Bill Gates has helped “break ground” on the development of a new next-generation nuclear reactor. The project, which is run between TerraPower and the Department of Energy, plans to build a new sodium test reactor at a site in Kemmerer, Wyoming by 2030.
The nuclear industry has been in decline in the USA for decades. Despite the country being one of the first nations to generate nuclear energy for commercial civilian purposes, there have been few developments since the late 1970s. For instance, since 1978, only two nuclear power plants have started construction, and that only occurred in 2013.
This industry has stalled because of various broad challenges related to economics, regulatory frameworks, and technological problems, as well as declining respect within the public sphere.
All of the USA's existing nuclear power plants are traditional pressurized water reactors, which rely on technologies developed over 40 years ago. They are expensive to build and even more so to maintain across their lifecycle. Costs do not just concern the initial construction, but also the ongoing price of fuels, operational costs, and engineering fees. And then there’s the problem of the nuclear waste, which in the US is mostly stored in tanks at sites owned by the Department of Energy.
The industry was also fatally wounded by the Three Mile Island partial meltdown in 1979, which caused new regulatory delays to the 51 new reactors that were under construction at the time. With the introduction of new safety procedures and back-fit requirements, the speed of construction was slowed down, and the costs skyrocketed for many reactors. After that, many contracts were canceled and the industry ground to a halt.
Today, nuclear power provides around one-fifth of the country’s electricity.

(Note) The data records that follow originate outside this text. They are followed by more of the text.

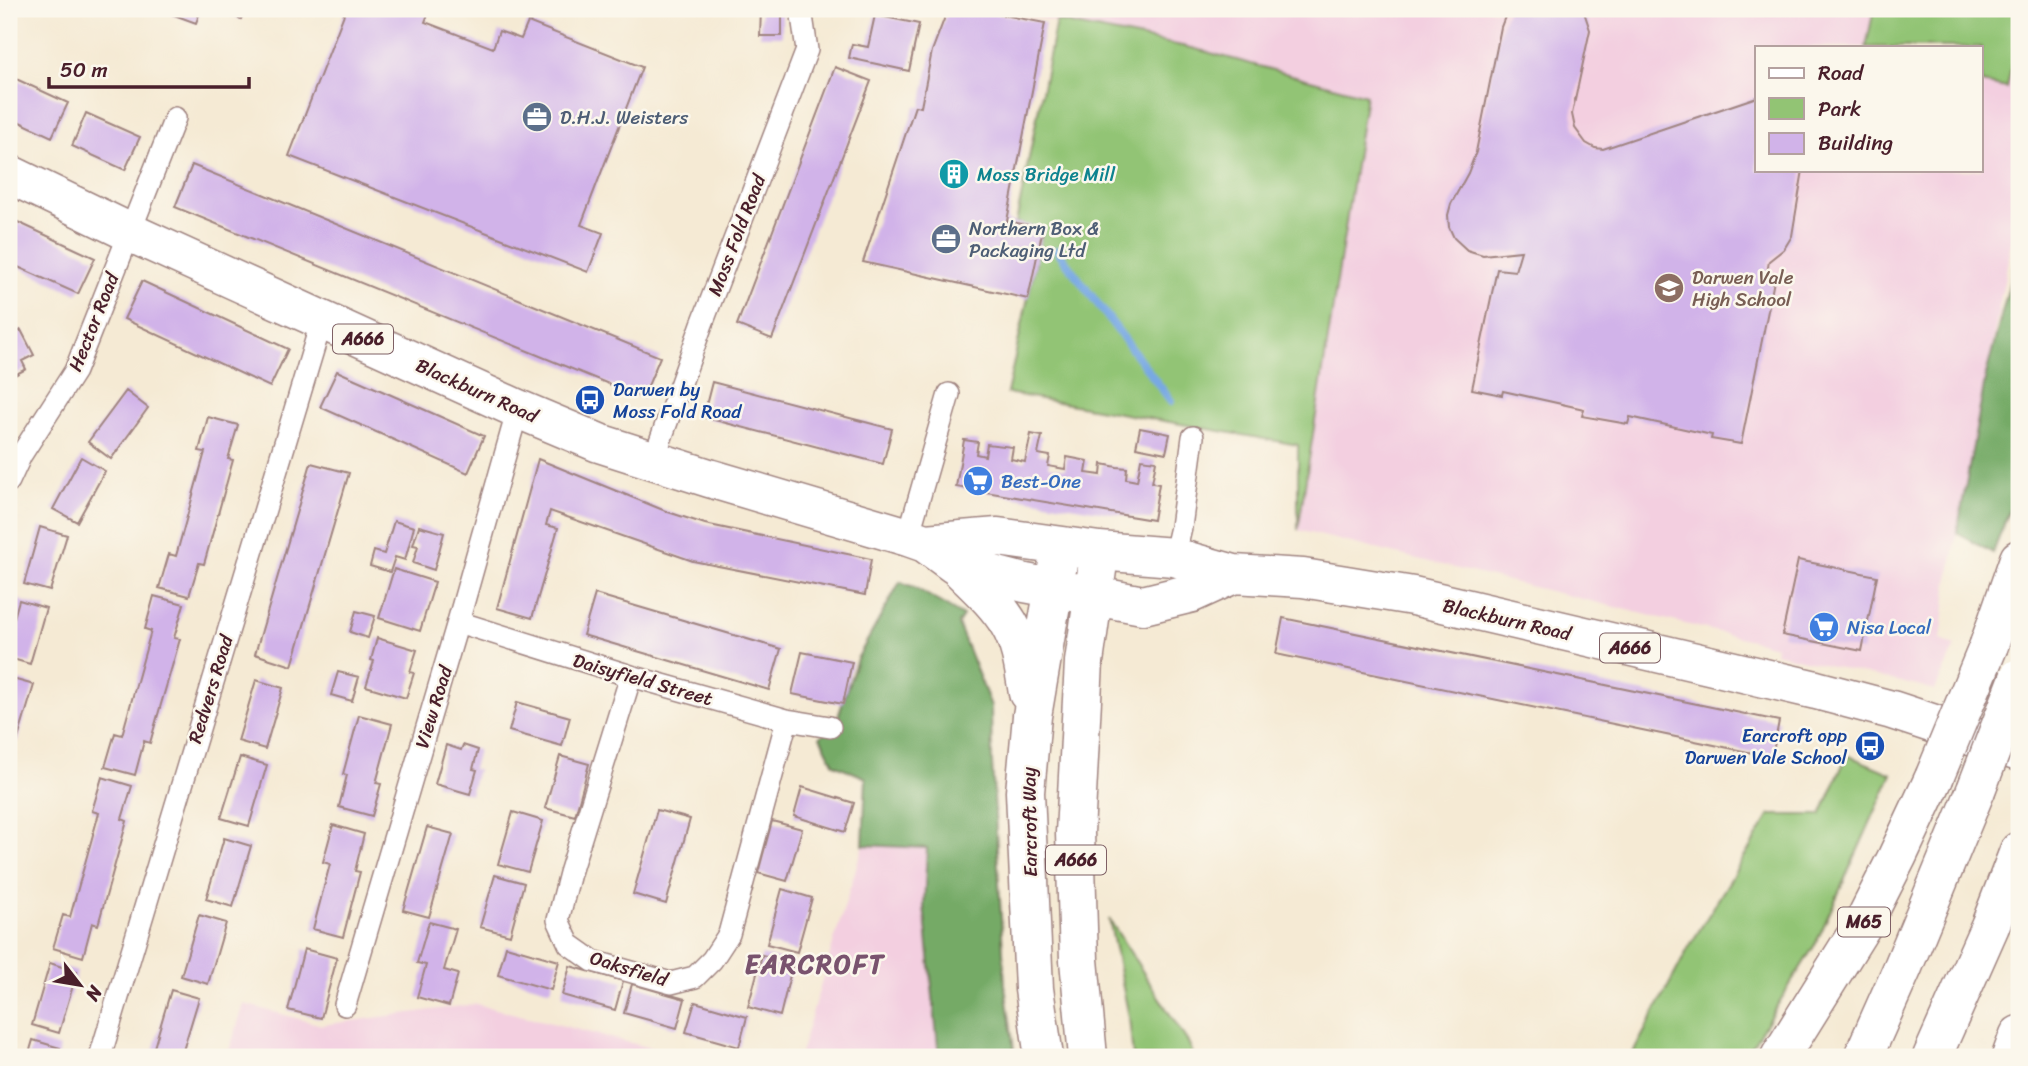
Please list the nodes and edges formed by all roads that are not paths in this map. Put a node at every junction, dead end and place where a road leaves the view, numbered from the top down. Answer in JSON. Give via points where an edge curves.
{"nodes":[{"id":1,"x":801,"y":9,"type":"edge"},
{"id":2,"x":175,"y":118,"type":"dead end"},
{"id":3,"x":9,"y":174,"type":"edge"},
{"id":4,"x":129,"y":232,"type":"junction"},
{"id":5,"x":322,"y":320,"type":"junction"},
{"id":6,"x":948,"y":394,"type":"dead end"},
{"id":7,"x":518,"y":409,"type":"junction"},
{"id":8,"x":1193,"y":436,"type":"dead end"},
{"id":9,"x":653,"y":461,"type":"junction"},
{"id":10,"x":9,"y":481,"type":"edge"},
{"id":11,"x":917,"y":540,"type":"junction"},
{"id":12,"x":1061,"y":546,"type":"junction"},
{"id":13,"x":1099,"y":551,"type":"junction"},
{"id":14,"x":1174,"y":557,"type":"junction"},
{"id":15,"x":2019,"y":559,"type":"edge"},
{"id":16,"x":955,"y":565,"type":"junction"},
{"id":17,"x":1234,"y":574,"type":"junction"},
{"id":18,"x":1055,"y":589,"type":"junction"},
{"id":19,"x":1093,"y":596,"type":"junction"},
{"id":20,"x":1143,"y":605,"type":"junction"},
{"id":21,"x":458,"y":622,"type":"junction"},
{"id":22,"x":1084,"y":662,"type":"junction"},
{"id":23,"x":631,"y":676,"type":"junction"},
{"id":24,"x":2019,"y":678,"type":"edge"},
{"id":25,"x":1031,"y":716,"type":"junction"},
{"id":26,"x":787,"y":720,"type":"junction"},
{"id":27,"x":830,"y":727,"type":"dead end"},
{"id":28,"x":2019,"y":752,"type":"edge"},
{"id":29,"x":2019,"y":851,"type":"edge"},
{"id":30,"x":345,"y":1005,"type":"dead end"},
{"id":31,"x":2019,"y":1035,"type":"edge"},
{"id":32,"x":100,"y":1057,"type":"edge"},
{"id":33,"x":1044,"y":1057,"type":"edge"},
{"id":34,"x":1088,"y":1057,"type":"edge"},
{"id":35,"x":1780,"y":1057,"type":"edge"},
{"id":36,"x":1863,"y":1057,"type":"edge"},
{"id":37,"x":1932,"y":1057,"type":"edge"},
{"id":38,"x":2011,"y":1057,"type":"edge"}],
"edges":[{"from":1,"to":9,"type":"street","name":"Moss Fold Road","via":[[807,50]]},
{"from":2,"to":4,"type":"street","name":"Hector Road"},
{"from":3,"to":4,"type":"highway","name":"Blackburn Road","number":"A666"},
{"from":4,"to":5,"type":"highway","name":"Blackburn Road","number":"A666"},
{"from":4,"to":10,"type":"street","name":"Hector Road","via":[[75,371]]},
{"from":5,"to":7,"type":"highway","name":"Blackburn Road","number":"A666"},
{"from":5,"to":32,"type":"street","name":"Redvers Road"},
{"from":6,"to":11,"type":"street"},
{"from":7,"to":9,"type":"highway","name":"Blackburn Road","number":"A666"},
{"from":7,"to":21,"type":"street","name":"View Road"},
{"from":8,"to":14,"type":"street"},
{"from":9,"to":11,"type":"highway","name":"Blackburn Road","number":"A666"},
{"from":11,"to":12,"type":"highway","name":"Blackburn Road","number":"A666","via":[[998,537]]},
{"from":11,"to":16,"type":"highway","name":"Blackburn Road","number":"A666"},
{"from":12,"to":13,"type":"highway","name":"Blackburn Road","number":"A666"},
{"from":12,"to":18,"type":"highway","name":"Earcroft Way","number":"A666"},
{"from":13,"to":14,"type":"highway","name":"Blackburn Road","number":"A666"},
{"from":13,"to":19,"type":"highway","number":"A666"},
{"from":14,"to":17,"type":"highway","name":"Blackburn Road","number":"A666"},
{"from":15,"to":35,"type":"highway","number":"M65","bridge":true,"via":[[1963,712],[1897,857],[1863,924]]},
{"from":16,"to":18,"type":"highway","name":"Blackburn Road","number":"A666"},
{"from":16,"to":25,"type":"highway","via":[[1009,624],[1023,660]]},
{"from":17,"to":20,"type":"highway","name":"Blackburn Road","number":"A666","via":[[1192,593]]},
{"from":17,"to":28,"type":"highway","name":"Blackburn Road","number":"A666","via":[[1303,578],[1413,596],[1816,690]]},
{"from":18,"to":19,"type":"highway","name":"Blackburn Road","number":"A666"},
{"from":18,"to":25,"type":"highway","name":"Earcroft Way","number":"A666"},
{"from":19,"to":20,"type":"highway","name":"Blackburn Road","number":"A666"},
{"from":19,"to":22,"type":"highway","number":"A666"},
{"from":20,"to":22,"type":"highway","via":[[1117,624]]},
{"from":21,"to":23,"type":"street","name":"Daisyfield Street"},
{"from":21,"to":30,"type":"street","name":"View Road"},
{"from":22,"to":34,"type":"highway","number":"A666","via":[[1075,833]]},
{"from":23,"to":26,"type":"street","name":"Daisyfield Street"},
{"from":23,"to":26,"type":"street","name":"Oaksfield","via":[[558,920],[569,944],[593,961],[671,983],[695,977],[712,960],[729,934]]},
{"from":24,"to":36,"type":"highway","number":"M65","bridge":true},
{"from":25,"to":33,"type":"highway","name":"Earcroft Way","number":"A666","via":[[1025,792],[1034,989]]},
{"from":26,"to":27,"type":"street","name":"Daisyfield Street"},
{"from":29,"to":37,"type":"highway"},
{"from":31,"to":38,"type":"highway"}]}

But in 2008, Bill Gates founded TerraPower with the aim of building a new generation of nuclear reactors in the US. The reactors, called Natrium, are 345-megawatt modular, pool type, liquid sodium reactors that run off low-enriched uranium (this is fuel that contains 5 to 20 percent fissile uranium). The reactors are also hooked up to a 1-gigawatt hour molten salt storage system.
This type of reactor operates under the idea that liquid metals are far better than water at absorbing heat while also maintaining a consistent pressure. By using liquid sodium, which has a boiling point that is more than eight times higher than that of water, the Natrium plants can absorb more heat from the nuclear core. Also, sodium doesn’t need to be pumped away, because it gets cooler as it rises.
Importantly, even if the reactor loses power, the sodium will carry on absorbing heat without reaching dangerous temperatures that would result in a meltdown.
"Safety isn’t the only reason I’m excited about the Natrium design," Gates has explained. “It also includes an energy storage system that will allow it to control how much electricity it produces at any given time. That’s unique among nuclear reactors, and it’s essential for integrating with power grids that use variable sources like solar and wind.”
The “groundbreaking” new development Gates is celebrating is essentially symbolic. TerraPower has had its construction permit approved for review, which is just another step in a lengthy and slow bureaucratic process.
However, Gates is not wasting any time. His team are going to develop a test facility that will test components and transfer the liquid sodium that will, he hopes, eventually be used in the reactor. If construction is approved, then Gates hopes to have the reactor up and running by 2030.
“For a project this big and this important to work, it takes private companies partnering with public leaders and governments. I can’t say enough good things about Mayor Bill Thek, Mayor Mark Langley, and the remarkable communities here in Kemmerer and Diamondville, who have embraced this project,” Gates says.
“Today couldn’t have happened without the Department of Energy’s Advanced Reactor Demonstration Program, which is supporting the project with the largest single contribution the federal government has ever committed to a private project. If we’re going to solve climate change, it’s going to take courage, commitment, and partnership between the federal government and private industry, a point that Secretary of Energy Jennifer Granholm has made repeatedly.”
Despite this small step of progress for Gates' scheme, there will still be those who are skeptical about its overall success or promises. Research has poured cold water on some of the hype surrounding these proposed next-generation reactors, including liquid-sodium reactors. According to a report produced by the Union of Concerned Scientists in 2021, Natrium reactors may be less “uranium-efficient”, may not reduce the amount of nuclear waste produced, and may face safety risks that are unique to them and absent from their predecessors.
The future of nuclear power in the US is therefore still an open question, but as the climate disaster continues to play out, we need new alternatives that do not rely on traditional fossil fuels. We will see if Gates does indeed have the answer.